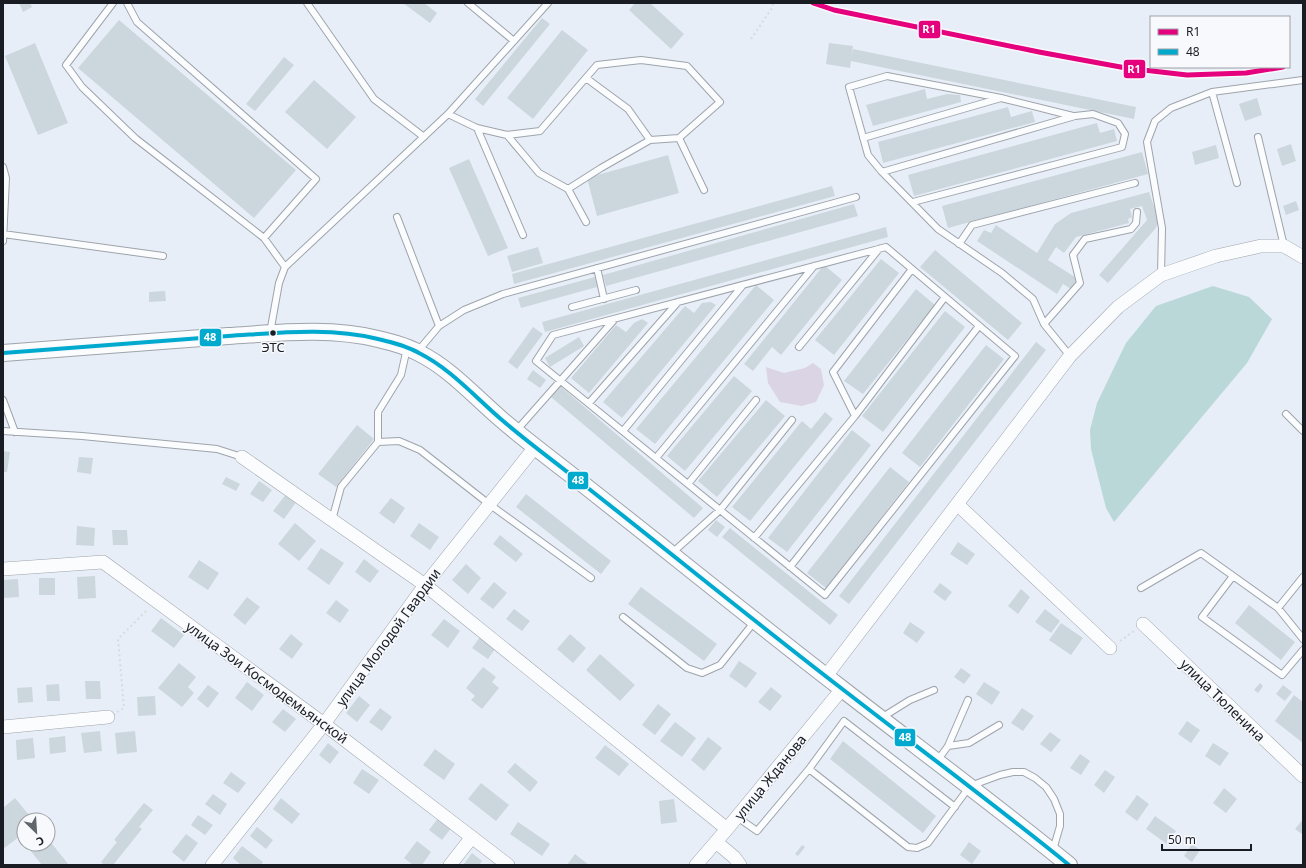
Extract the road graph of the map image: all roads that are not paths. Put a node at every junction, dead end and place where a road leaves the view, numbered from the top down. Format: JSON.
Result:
{"nodes":[{"id":1,"x":113,"y":3,"type":"edge"},
{"id":2,"x":127,"y":3,"type":"edge"},
{"id":3,"x":307,"y":3,"type":"edge"},
{"id":4,"x":468,"y":3,"type":"edge"},
{"id":5,"x":548,"y":3,"type":"edge"},
{"id":6,"x":514,"y":41,"type":"junction"},
{"id":7,"x":586,"y":78,"type":"junction"},
{"id":8,"x":1303,"y":80,"type":"edge"},
{"id":9,"x":1212,"y":92,"type":"junction"},
{"id":10,"x":1001,"y":98,"type":"junction"},
{"id":11,"x":448,"y":114,"type":"junction"},
{"id":12,"x":1075,"y":116,"type":"junction"},
{"id":13,"x":477,"y":128,"type":"junction"},
{"id":14,"x":507,"y":135,"type":"junction"},
{"id":15,"x":424,"y":137,"type":"junction"},
{"id":16,"x":1258,"y":137,"type":"dead end"},
{"id":17,"x":679,"y":138,"type":"junction"},
{"id":18,"x":863,"y":138,"type":"junction"},
{"id":19,"x":650,"y":140,"type":"junction"},
{"id":20,"x":3,"y":167,"type":"edge"},
{"id":21,"x":882,"y":172,"type":"junction"},
{"id":22,"x":1135,"y":183,"type":"dead end"},
{"id":23,"x":1237,"y":183,"type":"dead end"},
{"id":24,"x":568,"y":189,"type":"junction"},
{"id":25,"x":704,"y":190,"type":"dead end"},
{"id":26,"x":856,"y":197,"type":"dead end"},
{"id":27,"x":913,"y":202,"type":"junction"},
{"id":28,"x":1137,"y":212,"type":"dead end"},
{"id":29,"x":397,"y":217,"type":"dead end"},
{"id":30,"x":586,"y":222,"type":"dead end"},
{"id":31,"x":3,"y":234,"type":"edge"},
{"id":32,"x":523,"y":235,"type":"dead end"},
{"id":33,"x":264,"y":238,"type":"junction"},
{"id":34,"x":3,"y":241,"type":"edge"},
{"id":35,"x":959,"y":244,"type":"junction"},
{"id":36,"x":1284,"y":246,"type":"junction"},
{"id":37,"x":879,"y":248,"type":"junction"},
{"id":38,"x":1302,"y":255,"type":"edge"},
{"id":39,"x":163,"y":256,"type":"dead end"},
{"id":40,"x":814,"y":266,"type":"junction"},
{"id":41,"x":285,"y":267,"type":"junction"},
{"id":42,"x":597,"y":268,"type":"junction"},
{"id":43,"x":912,"y":269,"type":"junction"},
{"id":44,"x":1161,"y":276,"type":"junction"},
{"id":45,"x":743,"y":285,"type":"junction"},
{"id":46,"x":636,"y":290,"type":"dead end"},
{"id":47,"x":945,"y":297,"type":"junction"},
{"id":48,"x":604,"y":299,"type":"junction"},
{"id":49,"x":678,"y":302,"type":"junction"},
{"id":50,"x":572,"y":307,"type":"dead end"},
{"id":51,"x":614,"y":319,"type":"junction"},
{"id":52,"x":1044,"y":324,"type":"junction"},
{"id":53,"x":439,"y":326,"type":"junction"},
{"id":54,"x":979,"y":326,"type":"junction"},
{"id":55,"x":270,"y":334,"type":"junction"},
{"id":56,"x":799,"y":347,"type":"dead end"},
{"id":57,"x":412,"y":350,"type":"junction"},
{"id":58,"x":3,"y":353,"type":"edge"},
{"id":59,"x":1070,"y":356,"type":"junction"},
{"id":60,"x":561,"y":380,"type":"junction"},
{"id":61,"x":3,"y":400,"type":"edge"},
{"id":62,"x":756,"y":400,"type":"dead end"},
{"id":63,"x":589,"y":403,"type":"junction"},
{"id":64,"x":1286,"y":414,"type":"dead end"},
{"id":65,"x":855,"y":416,"type":"junction"},
{"id":66,"x":792,"y":420,"type":"dead end"},
{"id":67,"x":3,"y":431,"type":"edge"},
{"id":68,"x":516,"y":431,"type":"junction"},
{"id":69,"x":623,"y":431,"type":"junction"},
{"id":70,"x":1303,"y":431,"type":"edge"},
{"id":71,"x":15,"y":432,"type":"junction"},
{"id":72,"x":378,"y":442,"type":"junction"},
{"id":73,"x":535,"y":447,"type":"junction"},
{"id":74,"x":242,"y":457,"type":"joint"},
{"id":75,"x":656,"y":458,"type":"junction"},
{"id":76,"x":688,"y":484,"type":"junction"},
{"id":77,"x":489,"y":504,"type":"junction"},
{"id":78,"x":957,"y":504,"type":"junction"},
{"id":79,"x":720,"y":510,"type":"junction"},
{"id":80,"x":332,"y":520,"type":"junction"},
{"id":81,"x":754,"y":538,"type":"junction"},
{"id":82,"x":672,"y":553,"type":"junction"},
{"id":83,"x":790,"y":567,"type":"junction"},
{"id":84,"x":3,"y":569,"type":"edge"},
{"id":85,"x":1233,"y":576,"type":"junction"},
{"id":86,"x":1303,"y":577,"type":"edge"},
{"id":87,"x":591,"y":578,"type":"dead end"},
{"id":88,"x":425,"y":584,"type":"junction"},
{"id":89,"x":1141,"y":588,"type":"dead end"},
{"id":90,"x":1278,"y":608,"type":"junction"},
{"id":91,"x":623,"y":617,"type":"dead end"},
{"id":92,"x":755,"y":621,"type":"junction"},
{"id":93,"x":1143,"y":624,"type":"road end"},
{"id":94,"x":1303,"y":639,"type":"edge"},
{"id":95,"x":1110,"y":648,"type":"road end"},
{"id":96,"x":1303,"y":650,"type":"edge"},
{"id":97,"x":826,"y":676,"type":"junction"},
{"id":98,"x":842,"y":689,"type":"junction"},
{"id":99,"x":934,"y":690,"type":"dead end"},
{"id":100,"x":968,"y":700,"type":"dead end"},
{"id":101,"x":108,"y":717,"type":"road end"},
{"id":102,"x":881,"y":718,"type":"junction"},
{"id":103,"x":324,"y":724,"type":"junction"},
{"id":104,"x":999,"y":726,"type":"dead end"},
{"id":105,"x":3,"y":727,"type":"edge"},
{"id":106,"x":948,"y":746,"type":"junction"},
{"id":107,"x":937,"y":761,"type":"junction"},
{"id":108,"x":809,"y":769,"type":"junction"},
{"id":109,"x":1303,"y":776,"type":"edge"},
{"id":110,"x":970,"y":786,"type":"junction"},
{"id":111,"x":955,"y":807,"type":"junction"},
{"id":112,"x":737,"y":817,"type":"junction"},
{"id":113,"x":727,"y":829,"type":"junction"},
{"id":114,"x":472,"y":837,"type":"junction"},
{"id":115,"x":716,"y":842,"type":"junction"},
{"id":116,"x":1053,"y":852,"type":"junction"},
{"id":117,"x":212,"y":865,"type":"edge"},
{"id":118,"x":450,"y":865,"type":"edge"},
{"id":119,"x":508,"y":865,"type":"edge"},
{"id":120,"x":696,"y":865,"type":"edge"},
{"id":121,"x":740,"y":865,"type":"edge"},
{"id":122,"x":1069,"y":865,"type":"edge"}],
"edges":[{"from":1,"to":33,"type":"lane"},
{"from":2,"to":33,"type":"lane"},
{"from":3,"to":15,"type":"lane"},
{"from":4,"to":6,"type":"lane"},
{"from":5,"to":6,"type":"lane"},
{"from":6,"to":11,"type":"lane"},
{"from":7,"to":14,"type":"lane"},
{"from":7,"to":17,"type":"lane"},
{"from":7,"to":19,"type":"lane"},
{"from":8,"to":9,"type":"lane"},
{"from":9,"to":23,"type":"lane"},
{"from":9,"to":44,"type":"lane"},
{"from":10,"to":12,"type":"lane"},
{"from":10,"to":18,"type":"lane"},
{"from":10,"to":18,"type":"lane"},
{"from":11,"to":13,"type":"lane"},
{"from":11,"to":15,"type":"lane"},
{"from":12,"to":21,"type":"lane"},
{"from":12,"to":27,"type":"lane"},
{"from":13,"to":14,"type":"lane"},
{"from":13,"to":32,"type":"lane"},
{"from":14,"to":24,"type":"lane"},
{"from":15,"to":41,"type":"lane"},
{"from":16,"to":36,"type":"lane"},
{"from":17,"to":19,"type":"lane"},
{"from":17,"to":25,"type":"lane"},
{"from":18,"to":21,"type":"lane"},
{"from":19,"to":24,"type":"lane"},
{"from":20,"to":31,"type":"lane"},
{"from":21,"to":27,"type":"lane"},
{"from":22,"to":35,"type":"lane"},
{"from":24,"to":30,"type":"lane"},
{"from":26,"to":42,"type":"lane"},
{"from":27,"to":35,"type":"lane"},
{"from":28,"to":52,"type":"lane"},
{"from":29,"to":53,"type":"lane"},
{"from":31,"to":34,"type":"lane"},
{"from":31,"to":39,"type":"lane"},
{"from":33,"to":41,"type":"lane"},
{"from":35,"to":52,"type":"lane"},
{"from":36,"to":38,"type":"street"},
{"from":36,"to":44,"type":"street"},
{"from":37,"to":40,"type":"lane"},
{"from":37,"to":43,"type":"lane"},
{"from":37,"to":56,"type":"lane"},
{"from":40,"to":45,"type":"lane"},
{"from":40,"to":75,"type":"lane"},
{"from":41,"to":55,"type":"lane"},
{"from":42,"to":48,"type":"lane"},
{"from":42,"to":53,"type":"lane"},
{"from":43,"to":47,"type":"lane"},
{"from":43,"to":65,"type":"lane"},
{"from":44,"to":59,"type":"street"},
{"from":45,"to":49,"type":"lane"},
{"from":45,"to":69,"type":"lane"},
{"from":46,"to":48,"type":"lane"},
{"from":47,"to":54,"type":"lane"},
{"from":47,"to":65,"type":"lane"},
{"from":48,"to":50,"type":"lane"},
{"from":49,"to":51,"type":"lane"},
{"from":49,"to":63,"type":"lane"},
{"from":51,"to":60,"type":"lane"},
{"from":51,"to":60,"type":"lane"},
{"from":52,"to":59,"type":"lane"},
{"from":53,"to":57,"type":"lane"},
{"from":54,"to":83,"type":"lane"},
{"from":54,"to":83,"type":"lane"},
{"from":55,"to":57,"type":"street"},
{"from":55,"to":58,"type":"street"},
{"from":57,"to":68,"type":"street"},
{"from":57,"to":72,"type":"lane"},
{"from":59,"to":78,"type":"street"},
{"from":60,"to":63,"type":"lane"},
{"from":60,"to":68,"type":"lane"},
{"from":61,"to":71,"type":"lane"},
{"from":62,"to":76,"type":"lane"},
{"from":63,"to":69,"type":"lane"},
{"from":64,"to":70,"type":"lane"},
{"from":65,"to":81,"type":"lane"},
{"from":66,"to":79,"type":"lane"},
{"from":67,"to":71,"type":"lane"},
{"from":68,"to":73,"type":"street"},
{"from":69,"to":75,"type":"lane"},
{"from":71,"to":74,"type":"lane"},
{"from":72,"to":77,"type":"lane"},
{"from":72,"to":80,"type":"lane"},
{"from":73,"to":77,"type":"street","name":"улица Молодой Гвардии"},
{"from":73,"to":82,"type":"street"},
{"from":74,"to":80,"type":"street"},
{"from":75,"to":76,"type":"lane"},
{"from":76,"to":79,"type":"lane"},
{"from":77,"to":87,"type":"lane"},
{"from":77,"to":88,"type":"street","name":"улица Молодой Гвардии"},
{"from":78,"to":95,"type":"street"},
{"from":78,"to":97,"type":"street"},
{"from":79,"to":81,"type":"lane"},
{"from":79,"to":82,"type":"lane"},
{"from":80,"to":88,"type":"street"},
{"from":81,"to":83,"type":"lane"},
{"from":82,"to":92,"type":"street"},
{"from":84,"to":103,"type":"street","name":"улица Зои Космодемьянской"},
{"from":85,"to":89,"type":"lane"},
{"from":85,"to":90,"type":"lane"},
{"from":85,"to":96,"type":"lane"},
{"from":86,"to":90,"type":"lane"},
{"from":88,"to":103,"type":"street","name":"улица Молодой Гвардии"},
{"from":88,"to":113,"type":"street"},
{"from":90,"to":94,"type":"lane"},
{"from":91,"to":92,"type":"lane"},
{"from":92,"to":97,"type":"street"},
{"from":93,"to":109,"type":"street","name":"улица Тюленина"},
{"from":97,"to":98,"type":"street"},
{"from":98,"to":102,"type":"street"},
{"from":98,"to":112,"type":"street","name":"улица Жданова"},
{"from":99,"to":102,"type":"lane"},
{"from":100,"to":106,"type":"lane"},
{"from":101,"to":105,"type":"street"},
{"from":102,"to":107,"type":"street"},
{"from":103,"to":114,"type":"street","name":"улица Зои Космодемьянской"},
{"from":103,"to":117,"type":"street","name":"улица Молодой Гвардии"},
{"from":104,"to":106,"type":"lane"},
{"from":106,"to":107,"type":"lane"},
{"from":107,"to":110,"type":"street"},
{"from":108,"to":111,"type":"lane"},
{"from":108,"to":111,"type":"lane"},
{"from":108,"to":112,"type":"lane"},
{"from":110,"to":111,"type":"lane"},
{"from":110,"to":116,"type":"street"},
{"from":110,"to":116,"type":"lane"},
{"from":112,"to":113,"type":"street","name":"улица Жданова"},
{"from":113,"to":115,"type":"street","name":"улица Жданова"},
{"from":114,"to":118,"type":"street"},
{"from":114,"to":119,"type":"street","name":"улица Зои Космодемьянской"},
{"from":115,"to":120,"type":"street","name":"улица Жданова"},
{"from":115,"to":121,"type":"street"},
{"from":116,"to":122,"type":"street"}]}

- - - - - - -

• **Exercise**: Please copy each line from the material above in which the string "Гвардии" appears.

• **Answer space**:
{"from":73,"to":77,"type":"street","name":"улица Молодой Гвардии"},
{"from":77,"to":88,"type":"street","name":"улица Молодой Гвардии"},
{"from":88,"to":103,"type":"street","name":"улица Молодой Гвардии"},
{"from":103,"to":117,"type":"street","name":"улица Молодой Гвардии"},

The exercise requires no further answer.